Trajectories of Design and Construction Practice in the 21st Century
This Research & Knowledge Exchange Doctoral Project brief summarises our priority areas of research interest under the heading of: Trajectories of Design and Construction Practice in the 21st Century
We welcome all research degree applications aligned with and in response to this brief.
Project brief details
The practices of design and construction in architecture and urbanism have agency on the spaces that are created. How we set up the design process, how we choreograph and perform construction, and the modes of representation we select for each stage of a proposal both constrain and open up possibilities for modes of inhabitation in the resulting built environment (Brown L., 2016; Chard, 2005; Evans, 1995; Petrescu, 2007).
This doctoral project welcomes those interested in exploring the design and construction processes through which our built environment is mediated and created. Research practice in this field may be based in the architectural studio, the arts studio (Rendell, 2003), the urban realm or on live sites of community construction (Ferro, 2024). Such research can focus on current design practice, may delve into commercial or site-based trajectories of construction, or could work through parallel forms of representation that investigate and/or impact how our architectural or urban space is inhabited.

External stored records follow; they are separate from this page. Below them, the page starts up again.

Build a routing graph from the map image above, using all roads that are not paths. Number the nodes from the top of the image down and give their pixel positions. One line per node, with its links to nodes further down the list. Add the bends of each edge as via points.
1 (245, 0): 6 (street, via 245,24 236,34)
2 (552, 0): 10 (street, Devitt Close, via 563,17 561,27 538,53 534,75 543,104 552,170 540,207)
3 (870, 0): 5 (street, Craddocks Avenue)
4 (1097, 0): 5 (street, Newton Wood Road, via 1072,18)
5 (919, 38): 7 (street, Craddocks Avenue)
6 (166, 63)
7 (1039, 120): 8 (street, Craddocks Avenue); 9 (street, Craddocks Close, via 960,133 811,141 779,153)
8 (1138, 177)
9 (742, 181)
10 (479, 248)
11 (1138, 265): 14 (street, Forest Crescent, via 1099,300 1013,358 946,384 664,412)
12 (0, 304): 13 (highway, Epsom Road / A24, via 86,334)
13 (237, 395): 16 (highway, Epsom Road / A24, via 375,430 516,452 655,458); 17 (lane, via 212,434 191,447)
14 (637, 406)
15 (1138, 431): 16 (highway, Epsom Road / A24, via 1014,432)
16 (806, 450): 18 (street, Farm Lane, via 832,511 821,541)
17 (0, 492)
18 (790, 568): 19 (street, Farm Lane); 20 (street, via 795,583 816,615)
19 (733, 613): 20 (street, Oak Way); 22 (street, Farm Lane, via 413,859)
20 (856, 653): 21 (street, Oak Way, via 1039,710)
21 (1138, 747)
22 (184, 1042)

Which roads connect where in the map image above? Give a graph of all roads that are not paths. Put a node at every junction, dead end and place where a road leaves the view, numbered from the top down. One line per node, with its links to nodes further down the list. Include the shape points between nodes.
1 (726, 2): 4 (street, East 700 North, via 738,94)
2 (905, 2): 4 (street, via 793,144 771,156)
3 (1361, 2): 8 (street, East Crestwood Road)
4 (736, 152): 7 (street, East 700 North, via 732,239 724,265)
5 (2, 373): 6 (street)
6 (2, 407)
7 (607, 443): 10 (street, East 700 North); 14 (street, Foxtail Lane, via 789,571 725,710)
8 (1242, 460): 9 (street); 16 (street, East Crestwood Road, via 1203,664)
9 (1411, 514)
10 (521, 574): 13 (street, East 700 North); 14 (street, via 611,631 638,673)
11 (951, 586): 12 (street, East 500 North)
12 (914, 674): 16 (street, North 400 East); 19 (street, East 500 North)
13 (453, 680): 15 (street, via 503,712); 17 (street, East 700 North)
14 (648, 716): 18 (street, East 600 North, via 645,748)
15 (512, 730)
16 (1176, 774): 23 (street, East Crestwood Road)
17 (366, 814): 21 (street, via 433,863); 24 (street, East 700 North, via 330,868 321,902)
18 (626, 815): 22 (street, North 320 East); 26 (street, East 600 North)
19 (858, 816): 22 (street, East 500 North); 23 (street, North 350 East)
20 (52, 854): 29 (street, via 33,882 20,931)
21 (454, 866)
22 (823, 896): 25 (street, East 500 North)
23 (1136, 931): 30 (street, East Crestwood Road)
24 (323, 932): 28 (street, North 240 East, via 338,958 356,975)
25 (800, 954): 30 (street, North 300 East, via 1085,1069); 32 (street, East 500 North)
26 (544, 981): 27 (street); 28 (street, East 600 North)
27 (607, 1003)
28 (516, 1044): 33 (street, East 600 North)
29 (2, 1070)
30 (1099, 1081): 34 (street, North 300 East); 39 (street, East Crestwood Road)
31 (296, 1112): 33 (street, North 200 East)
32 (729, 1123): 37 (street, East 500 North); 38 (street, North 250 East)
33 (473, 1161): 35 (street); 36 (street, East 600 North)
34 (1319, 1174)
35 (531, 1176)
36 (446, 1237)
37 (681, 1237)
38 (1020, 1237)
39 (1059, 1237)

A PhD here gives opportunities to investigate areas such as the impact of our built environment on communities in terms of their social resilience; the design and inhabitation of spaces located on the boundaries of the human, non-human and more-than-human (Harraway, 2016); spaces of participatory, ethical or political contestation (Borden et al., 2000; Miessen, 2010); or spatial practice through inter-disciplinary including ficto-critical approaches (Frichot & Stead, 2022).
Applicants will be working with social and self-reflective ambitions (Rendell, 2003; Rendell, 2006) aiming to question and transform architectural and/or urban spatial practice through methodologies that challenge disciplinary boundaries.
Strategic alignment
Projects deriving from this brief are expected to sit within the Research & Knowledge Exchange strategy and the following department.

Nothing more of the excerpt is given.